Workforce Trends Hispanics and the MSW Industry

Hispanics are now the largest minority in the United States. According to OSHA there are currently over 17 million Hispanics in the American workforce. Is the solid-waste industry making the most of what these workers have to offer?

By Penelope Grenoble O'Malley

Depending on what part of the country you're in, you're either seeing an influx of Hispanic workers or will be in the future. Some enter (and stay) as day laborers, doing the work Anglos aren't interested in. Some find work in collection as drivers, and a few work their way up to management.

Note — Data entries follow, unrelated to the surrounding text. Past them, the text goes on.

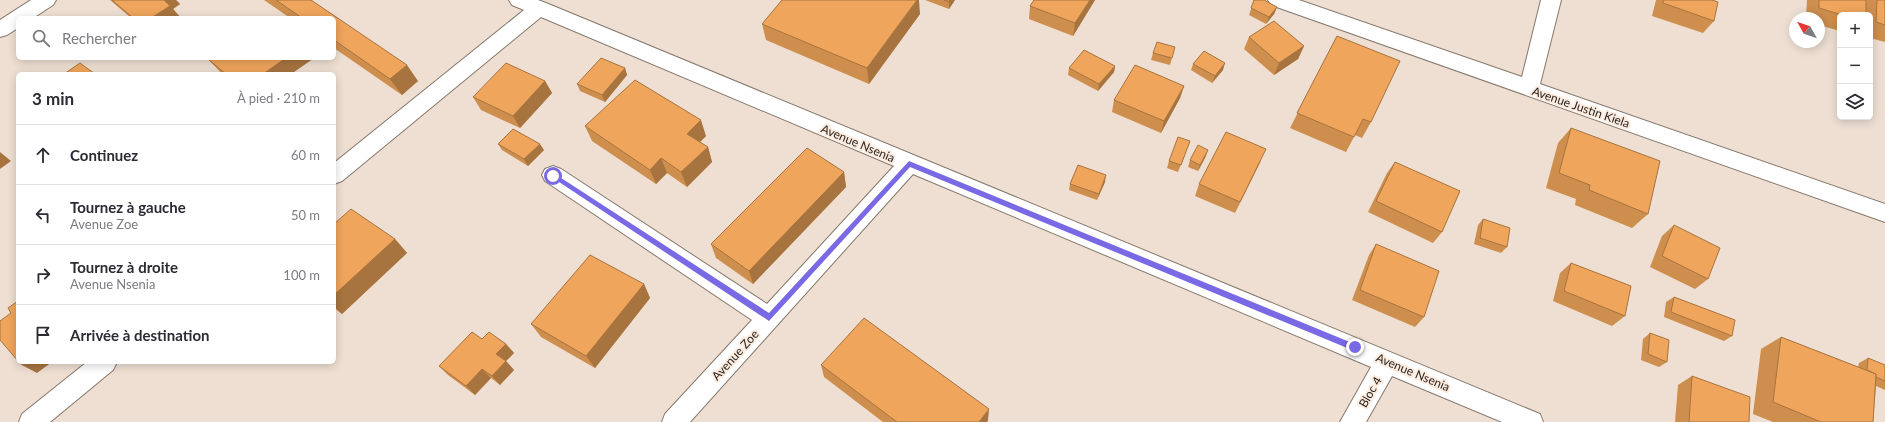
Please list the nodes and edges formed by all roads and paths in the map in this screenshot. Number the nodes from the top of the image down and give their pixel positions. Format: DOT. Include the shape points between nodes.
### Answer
graph roads {
  1 [pos="46,0"];
  2 [pos="519,0"];
  3 [pos="1278,0"];
  4 [pos="1551,0"];
  5 [pos="539,8"];
  6 [pos="21,16"];
  7 [pos="16,19"];
  8 [pos="0,30"];
  9 [pos="1530,88"];
  10 [pos="909,164"];
  11 [pos="336,173"];
  12 [pos="553,176"];
  13 [pos="1885,213"];
  14 [pos="769,318"];
  15 [pos="1388,361"];
  16 [pos="103,364"];
  17 [pos="31,422"];
  18 [pos="674,422"];
  19 [pos="1352,422"];
  20 [pos="1531,422"];
  1 -- 6 [label="street"];
  2 -- 5 [label="street, Avenue Nsenia"];
  3 -- 9 [label="street, Avenue Justin Kiela"];
  4 -- 9 [label="street"];
  5 -- 10 [label="street, Avenue Nsenia"];
  5 -- 11 [label="street"];
  7 -- 8 [label="street"];
  9 -- 13 [label="street, Avenue Justin Kiela"];
  10 -- 14 [label="street, Avenue Zoe"];
  10 -- 15 [label="street, Avenue Nsenia"];
  12 -- 14 [label="street"];
  14 -- 18 [label="street, Avenue Zoe"];
  15 -- 19 [label="street, Bloc 4"];
  15 -- 20 [label="street, Avenue Nsenia"];
  16 -- 17 [label="street"];
}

But according to Don Shearer, vice president of research and analysis for Performance Strategies International in Arvada, CO, employers are generally not doing enough to maximize the potential of their Hispanic employees and keep them safe. According to OSHA, 18% of workers who died in the United States in 2002 were Hispanic. Evidence seems to indicate that although management's failure to communicate effectively with non-English speakers is partly responsible for death and injuries, labor practices in their home countries, where safety laws are far more lax than here, can also be a factor.

In Los Angeles, John Gulledge, head of the Solid Waste Management Department at Los Angeles County Sanitation Districts, sees his Hispanic laborers as hard workers who do a good job and are "pleasant to work with." In Columbus, OH, at Rumpke Consolidated Companies Inc., OSHA compliance manager Jerry Peters says, "We love the Hispanic community because they show up for work; they never miss." In Charlotte, NC, Wayman Pearson, key business executive for the city's Solid Waste Services, is planning a campaign to recruit more Hispanic workers. "First," says Pearson, "they come to work. Second, they want to do the job, and they do it well."

Shearer thinks employers are short-changing themselves if they don't help Hispanic workers move up through the system, if they don't recognize not only the obvious communication challenges but also more subtle cultural differences—and if they don't train their Anglo workers to integrate with what is now this country's largest minority, which by 2050 will be account for over 22% of the US population. Two keys to success appear to be defining how Hispanic workers fit into your organization's long-term plans and establishing a work environment that is supportive and accounts for worker differences, while incorporating programs that help minimal- or non-English-speaking workers maximize their potential.

An informal national survey conducted for this article confirms what most industry observers already know: Hispanic workers are most prevalent in the West, the border states, and major urban centers across the United States, including the heartland. Less obvious is that whether they end up in the local MSW workforce is largely a function of the jobs available, what other unskilled workers might be competing for the same jobs [Anglo women and intellectually challenged workers work on Iowa's material recovery facility (MRF) sorting lines], and the degree to which the jobs they're competing for are seen as desirable by Anglos.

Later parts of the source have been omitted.